Required action: Among the entries below, copy every line that carries the word "above".

Information shown:
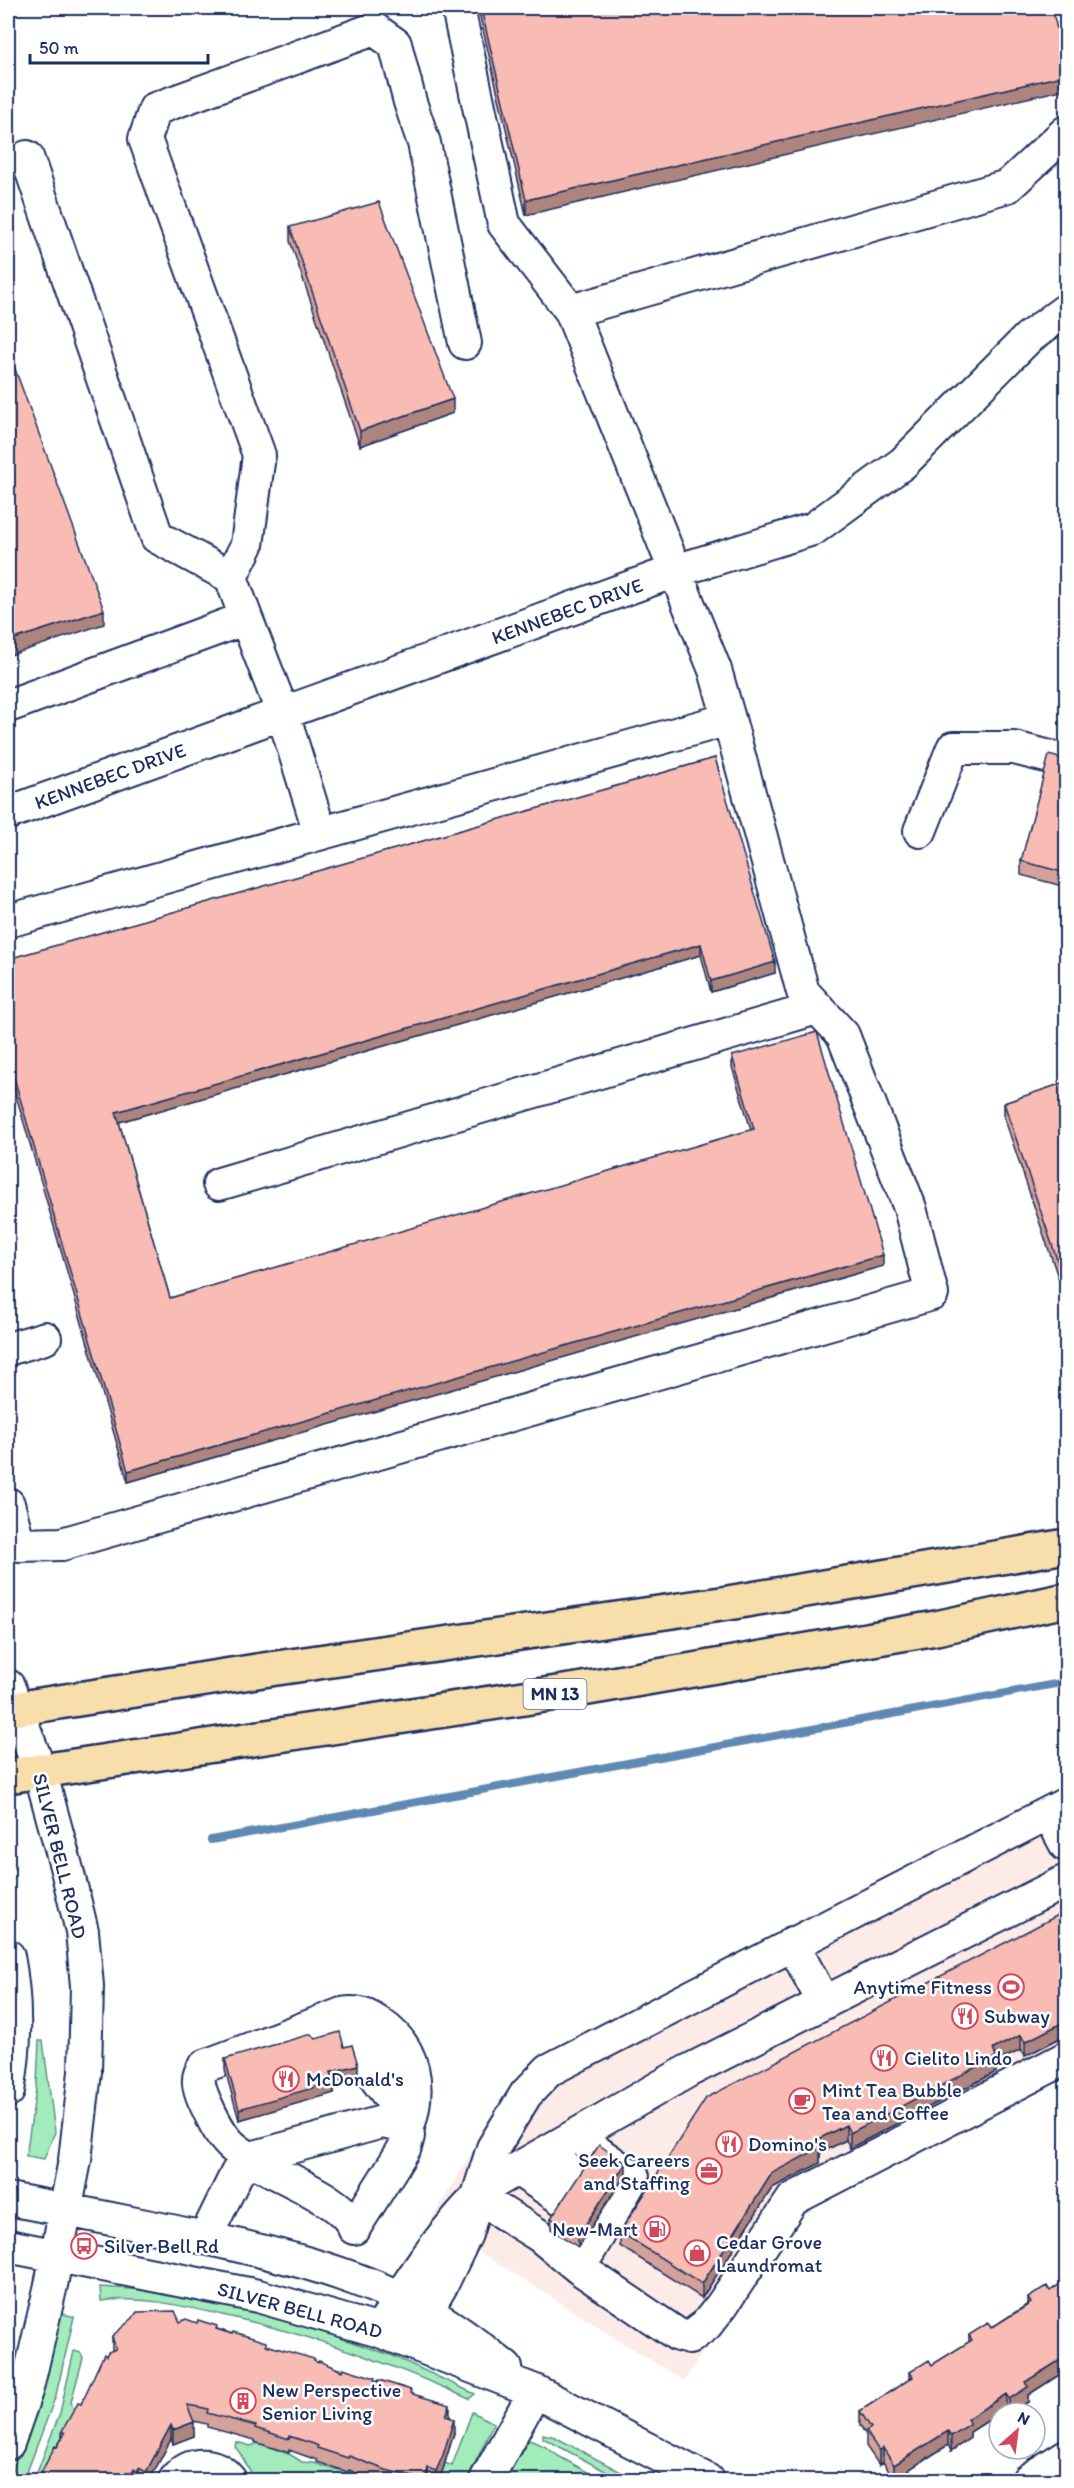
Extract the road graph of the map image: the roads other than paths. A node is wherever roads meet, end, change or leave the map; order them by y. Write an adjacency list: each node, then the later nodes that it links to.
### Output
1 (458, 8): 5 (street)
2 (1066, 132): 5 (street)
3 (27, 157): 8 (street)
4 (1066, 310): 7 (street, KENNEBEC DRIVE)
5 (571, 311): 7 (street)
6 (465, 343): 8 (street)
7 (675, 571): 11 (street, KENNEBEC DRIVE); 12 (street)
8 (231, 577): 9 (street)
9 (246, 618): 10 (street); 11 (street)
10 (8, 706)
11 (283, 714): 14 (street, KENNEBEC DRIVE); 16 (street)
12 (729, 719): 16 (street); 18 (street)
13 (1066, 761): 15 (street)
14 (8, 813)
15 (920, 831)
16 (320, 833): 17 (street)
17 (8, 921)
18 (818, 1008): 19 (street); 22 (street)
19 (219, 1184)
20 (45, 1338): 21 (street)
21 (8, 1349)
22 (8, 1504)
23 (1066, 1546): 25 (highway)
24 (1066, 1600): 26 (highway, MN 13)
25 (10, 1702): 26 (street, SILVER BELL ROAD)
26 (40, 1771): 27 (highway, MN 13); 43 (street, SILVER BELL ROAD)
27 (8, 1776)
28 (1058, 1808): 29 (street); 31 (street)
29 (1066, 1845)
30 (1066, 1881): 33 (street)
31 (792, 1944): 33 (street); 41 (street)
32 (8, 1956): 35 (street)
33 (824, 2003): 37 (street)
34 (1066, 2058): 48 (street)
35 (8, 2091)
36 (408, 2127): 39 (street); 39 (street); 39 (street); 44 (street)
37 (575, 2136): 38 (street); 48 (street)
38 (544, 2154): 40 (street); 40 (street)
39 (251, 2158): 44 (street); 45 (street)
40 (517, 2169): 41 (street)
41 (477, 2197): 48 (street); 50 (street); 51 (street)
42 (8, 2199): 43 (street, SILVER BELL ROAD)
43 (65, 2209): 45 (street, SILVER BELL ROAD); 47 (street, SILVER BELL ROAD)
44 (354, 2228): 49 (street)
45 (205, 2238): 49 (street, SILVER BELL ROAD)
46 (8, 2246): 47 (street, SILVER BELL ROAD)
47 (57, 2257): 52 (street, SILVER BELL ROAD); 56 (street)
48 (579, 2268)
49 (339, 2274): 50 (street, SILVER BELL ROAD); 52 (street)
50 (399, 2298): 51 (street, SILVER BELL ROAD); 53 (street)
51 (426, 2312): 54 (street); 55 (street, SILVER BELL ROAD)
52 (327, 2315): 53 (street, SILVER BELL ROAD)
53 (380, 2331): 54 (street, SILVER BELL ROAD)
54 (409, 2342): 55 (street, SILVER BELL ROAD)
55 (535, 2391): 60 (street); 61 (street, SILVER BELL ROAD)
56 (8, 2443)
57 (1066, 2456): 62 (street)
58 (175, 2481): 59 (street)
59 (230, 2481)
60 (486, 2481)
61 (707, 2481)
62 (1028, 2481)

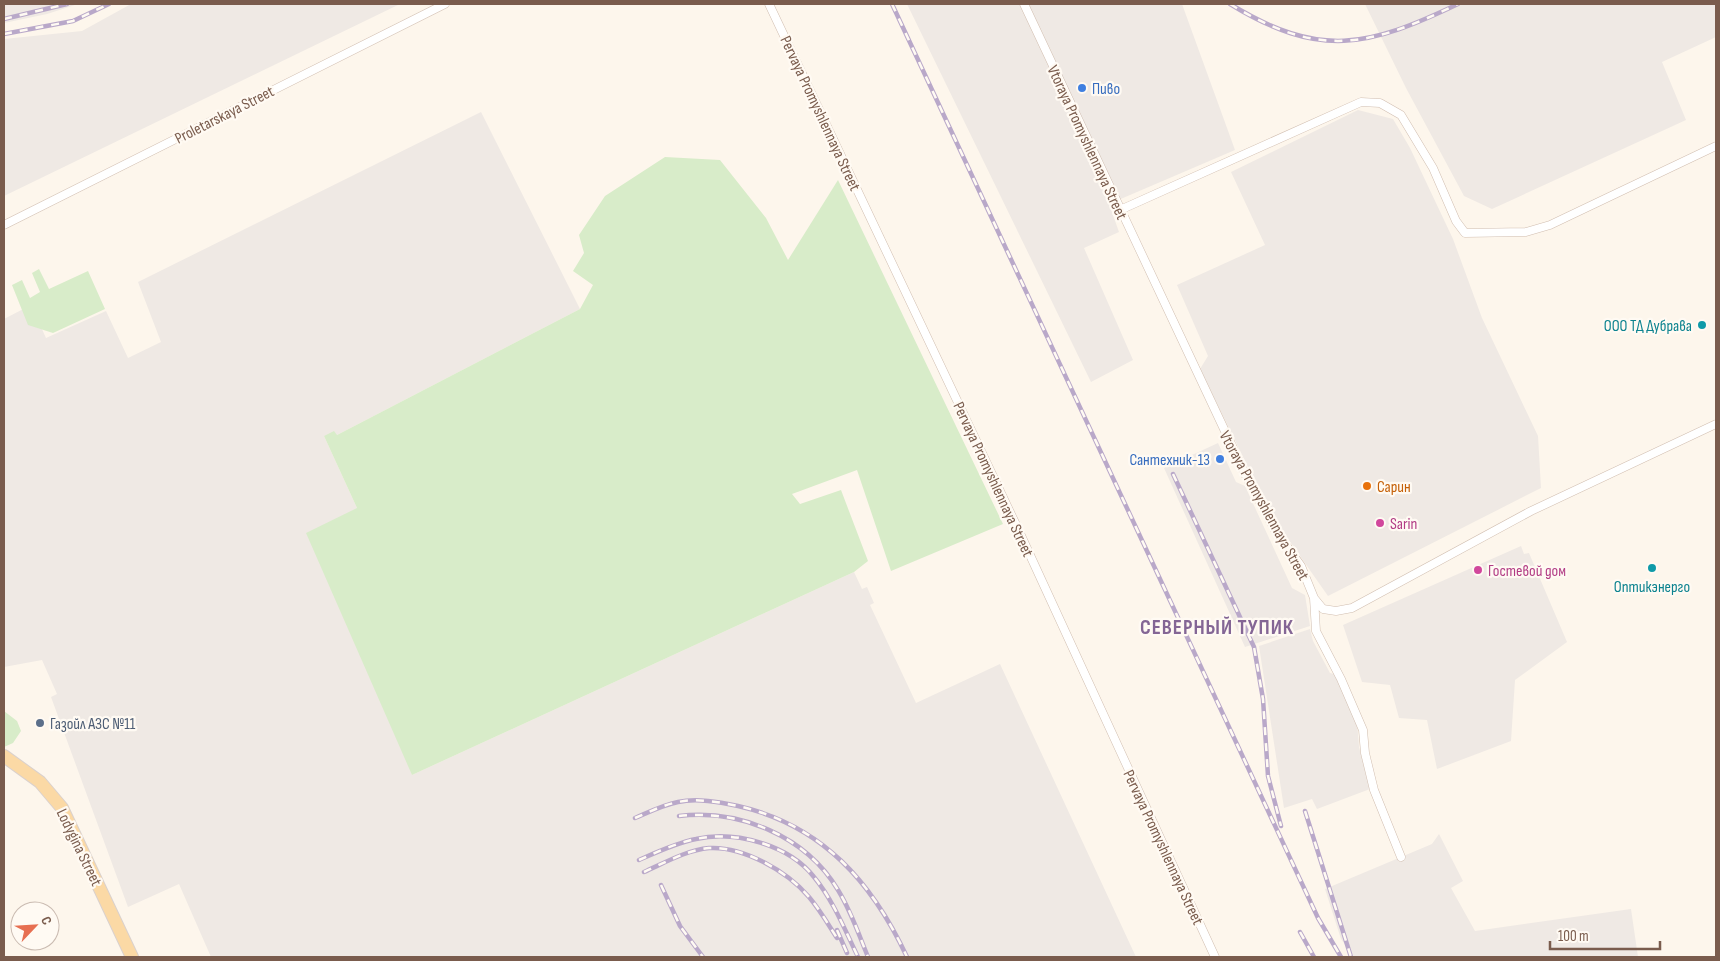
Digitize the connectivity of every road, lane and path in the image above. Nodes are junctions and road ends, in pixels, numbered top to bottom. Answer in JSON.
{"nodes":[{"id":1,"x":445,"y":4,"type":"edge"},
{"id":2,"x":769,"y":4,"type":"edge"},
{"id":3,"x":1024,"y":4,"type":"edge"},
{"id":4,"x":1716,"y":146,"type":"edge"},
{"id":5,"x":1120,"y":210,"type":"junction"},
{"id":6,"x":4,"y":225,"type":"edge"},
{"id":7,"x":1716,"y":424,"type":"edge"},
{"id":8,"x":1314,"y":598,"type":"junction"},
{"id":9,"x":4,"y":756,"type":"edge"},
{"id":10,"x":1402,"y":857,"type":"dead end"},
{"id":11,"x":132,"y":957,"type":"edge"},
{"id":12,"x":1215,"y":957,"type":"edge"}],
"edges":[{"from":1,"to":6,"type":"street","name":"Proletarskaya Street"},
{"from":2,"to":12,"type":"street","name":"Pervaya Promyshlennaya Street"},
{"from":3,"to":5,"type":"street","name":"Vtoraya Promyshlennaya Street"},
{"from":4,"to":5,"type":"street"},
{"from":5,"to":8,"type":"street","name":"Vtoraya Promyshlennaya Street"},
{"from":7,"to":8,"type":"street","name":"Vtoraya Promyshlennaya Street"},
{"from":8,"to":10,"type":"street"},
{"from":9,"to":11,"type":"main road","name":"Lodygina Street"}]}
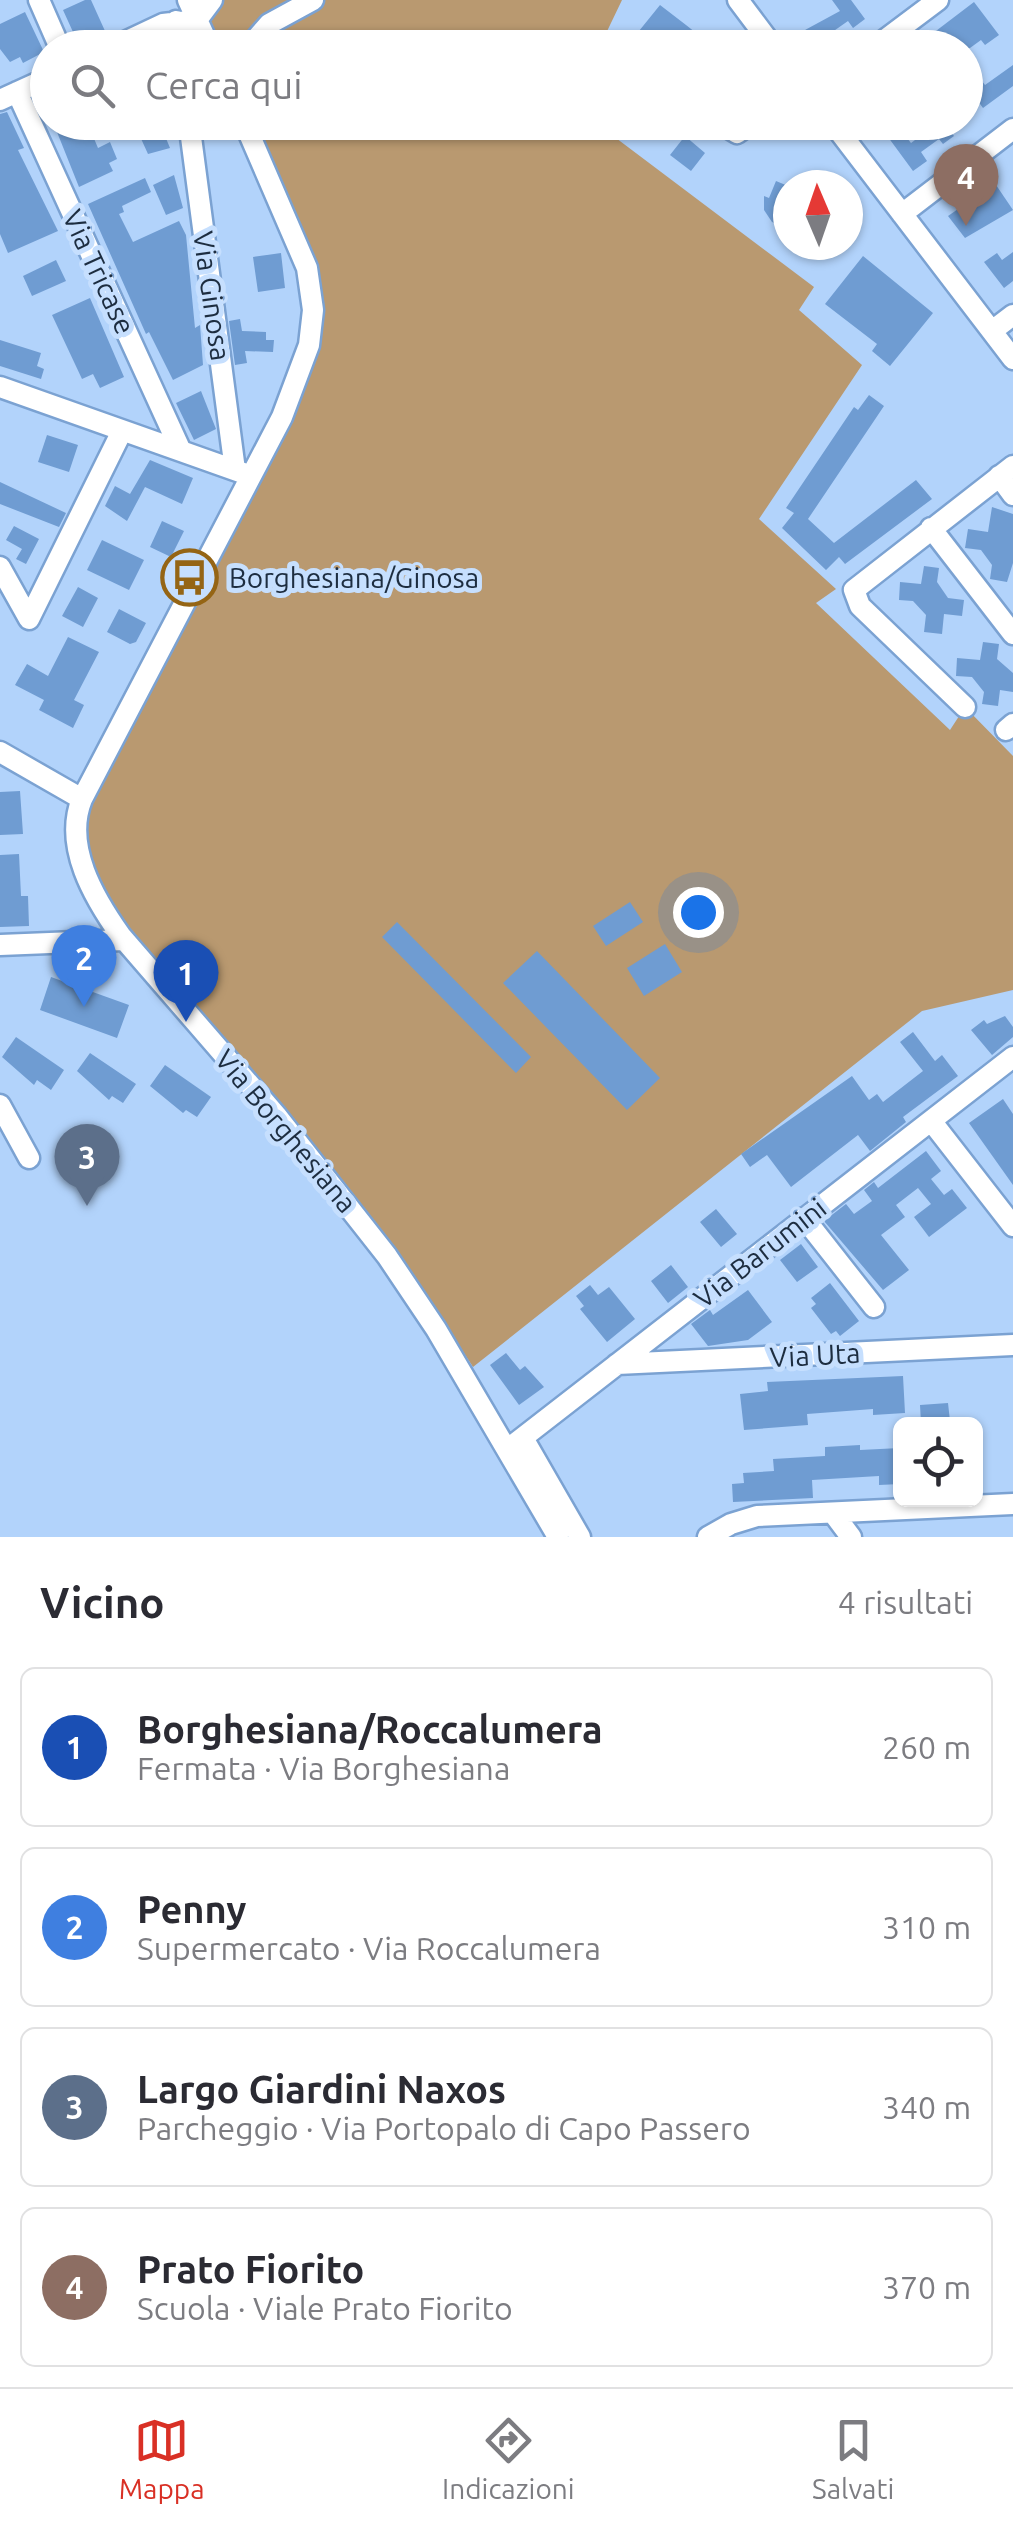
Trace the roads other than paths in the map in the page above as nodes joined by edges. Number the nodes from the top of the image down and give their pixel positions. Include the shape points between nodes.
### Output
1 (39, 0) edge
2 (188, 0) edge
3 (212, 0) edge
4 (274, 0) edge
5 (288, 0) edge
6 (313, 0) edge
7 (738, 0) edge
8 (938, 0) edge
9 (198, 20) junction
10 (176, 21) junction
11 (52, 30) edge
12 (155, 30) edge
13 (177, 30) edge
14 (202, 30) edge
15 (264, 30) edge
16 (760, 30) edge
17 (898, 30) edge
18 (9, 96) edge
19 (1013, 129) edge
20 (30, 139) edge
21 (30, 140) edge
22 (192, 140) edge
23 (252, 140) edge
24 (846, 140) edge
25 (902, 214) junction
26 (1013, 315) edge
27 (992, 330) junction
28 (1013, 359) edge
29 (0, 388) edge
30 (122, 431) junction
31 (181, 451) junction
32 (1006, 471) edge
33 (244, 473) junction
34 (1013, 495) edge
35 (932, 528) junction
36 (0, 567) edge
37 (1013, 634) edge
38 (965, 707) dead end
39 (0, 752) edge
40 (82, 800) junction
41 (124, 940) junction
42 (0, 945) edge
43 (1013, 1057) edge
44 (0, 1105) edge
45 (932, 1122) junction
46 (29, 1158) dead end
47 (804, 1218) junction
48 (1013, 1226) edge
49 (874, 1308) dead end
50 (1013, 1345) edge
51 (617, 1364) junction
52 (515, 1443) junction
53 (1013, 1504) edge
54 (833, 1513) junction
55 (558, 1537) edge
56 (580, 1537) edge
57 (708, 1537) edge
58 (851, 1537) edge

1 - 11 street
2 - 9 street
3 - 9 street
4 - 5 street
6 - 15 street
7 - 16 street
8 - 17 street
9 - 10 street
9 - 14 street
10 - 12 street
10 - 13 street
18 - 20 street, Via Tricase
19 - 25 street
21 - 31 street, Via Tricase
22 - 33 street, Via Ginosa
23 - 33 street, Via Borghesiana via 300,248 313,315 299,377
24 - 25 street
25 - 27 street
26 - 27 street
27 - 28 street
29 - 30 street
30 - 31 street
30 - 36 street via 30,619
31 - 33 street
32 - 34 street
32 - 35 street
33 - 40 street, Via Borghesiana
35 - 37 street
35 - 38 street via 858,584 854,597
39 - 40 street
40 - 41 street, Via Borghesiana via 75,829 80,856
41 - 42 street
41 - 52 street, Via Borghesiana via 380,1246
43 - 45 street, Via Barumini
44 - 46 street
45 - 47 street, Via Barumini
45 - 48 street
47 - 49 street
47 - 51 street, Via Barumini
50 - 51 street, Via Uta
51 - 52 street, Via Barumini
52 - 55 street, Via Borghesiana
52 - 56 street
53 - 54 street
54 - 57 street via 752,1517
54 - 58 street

Your solution:
Digitize the connectivity of every road, lane and path in the image above. Nodes are junctions and road ends, in pixels, numbered top to bottom. Answer in JSON.
Trace the roads other than paths in the map in the page above as nodes joined by edges. Number the nodes from the top of the image down and give their pixel positions. Include the shape points between nodes.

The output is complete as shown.